Osloer Straße

Osloer Straße1862 erstellte James Hobrecht einen Erweiterungsplan für die Hauptstadt Berlin, den sogenannten Hobrechtplan, dessen weitsichtige Planung das rasche Wachstum Berlins in der Gründerzeit in feste Bahnen lenkte. Die meisten heute noch vorhandenen Straßen, die im 19. Jahrhundert angelegt wurden, gehen auf diesen Plan zurück. So auch die Osloer Straße, die Teil der äußeren Ringstraße ist. Sie ist die Verlängerung der Stadtautobahn A 100 und der Seestraße (im Westen) und der Bornholmer Straße und Wisbyer Straße (im Osten). Aufgrund der Umbenennung der norwegischen Hauptstadt Christiania in Oslo wurde auch die Straße 1938 umbenannt.

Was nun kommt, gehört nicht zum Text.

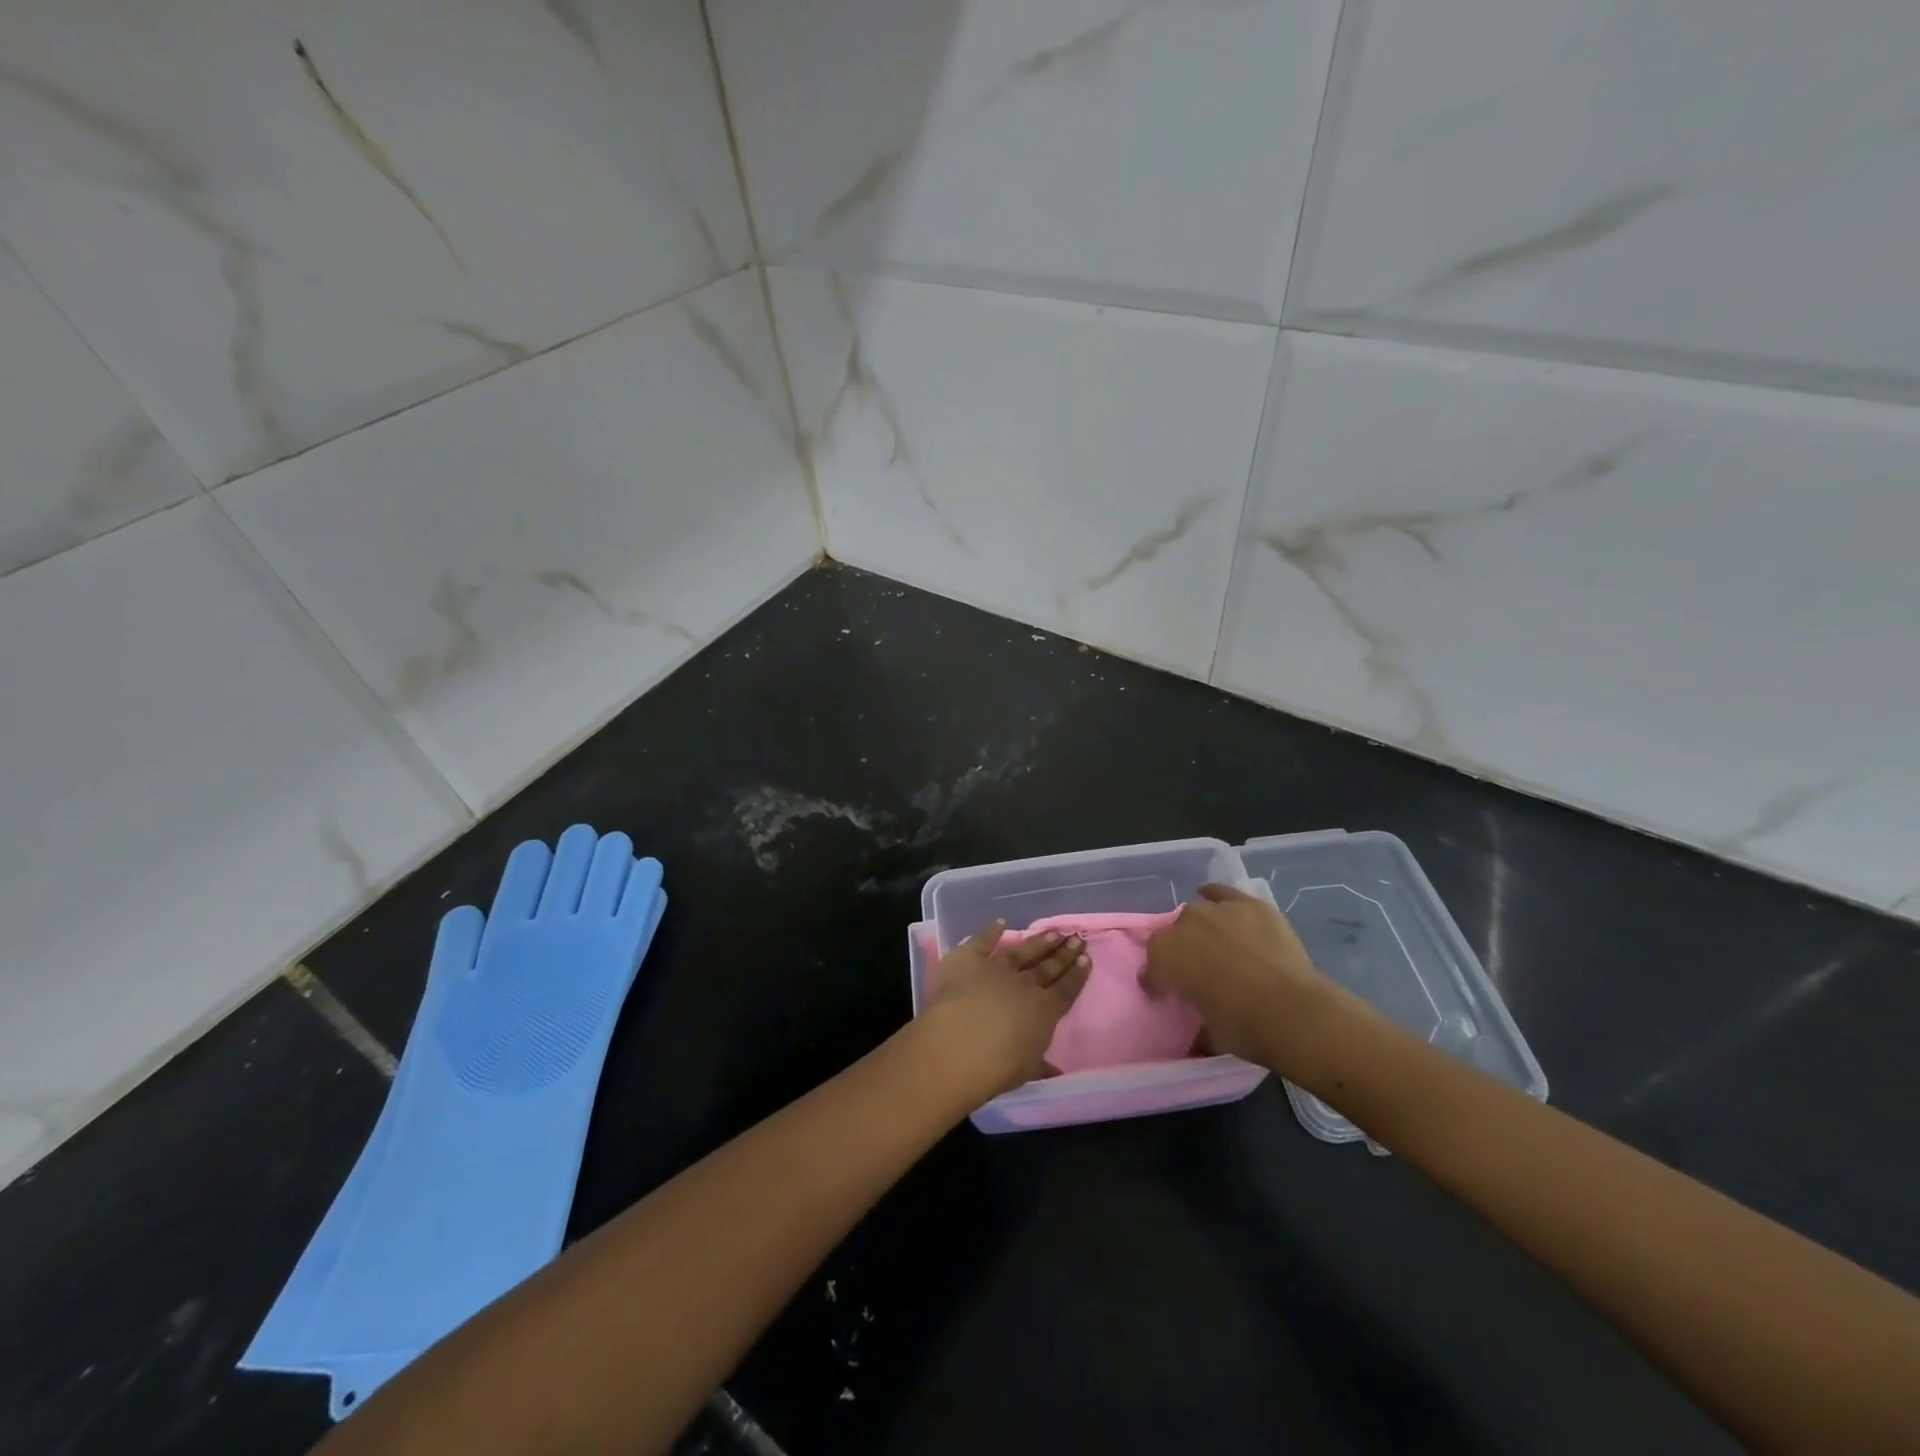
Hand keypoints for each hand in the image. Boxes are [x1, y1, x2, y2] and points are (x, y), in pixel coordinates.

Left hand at [921, 922, 1090, 1096]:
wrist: (958, 1044)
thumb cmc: (997, 1066)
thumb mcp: (1026, 1069)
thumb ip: (1041, 1064)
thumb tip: (1056, 1070)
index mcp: (1043, 1011)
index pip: (1066, 989)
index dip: (1077, 974)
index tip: (1086, 958)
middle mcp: (1024, 985)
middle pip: (1048, 967)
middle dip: (1063, 953)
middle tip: (1076, 939)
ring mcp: (996, 968)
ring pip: (1022, 952)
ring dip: (1038, 942)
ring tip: (1053, 932)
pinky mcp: (968, 959)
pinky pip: (982, 941)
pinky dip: (991, 931)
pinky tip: (1001, 922)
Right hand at [1143, 884, 1363, 1072]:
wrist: (1296, 1012)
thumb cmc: (1245, 1028)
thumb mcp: (1208, 1033)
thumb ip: (1195, 1018)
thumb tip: (1197, 1026)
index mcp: (1165, 957)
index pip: (1152, 966)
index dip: (1159, 981)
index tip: (1169, 995)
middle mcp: (1184, 925)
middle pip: (1174, 935)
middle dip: (1181, 952)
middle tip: (1199, 972)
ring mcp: (1218, 910)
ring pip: (1198, 914)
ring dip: (1201, 929)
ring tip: (1218, 946)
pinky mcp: (1249, 904)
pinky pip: (1224, 893)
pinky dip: (1217, 896)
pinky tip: (1218, 902)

Sie kreuzt die Panke mitten im Berliner Ortsteil Gesundbrunnen. Hier beginnt bzw. endet die Ausschilderung des Pankewegs in Richtung Bernau.

Seit 1995 fährt hier wieder die Straßenbahn als eine der wenigen Strecken, die seit der Wiedervereinigung in den Westteil Berlins gebaut wurden.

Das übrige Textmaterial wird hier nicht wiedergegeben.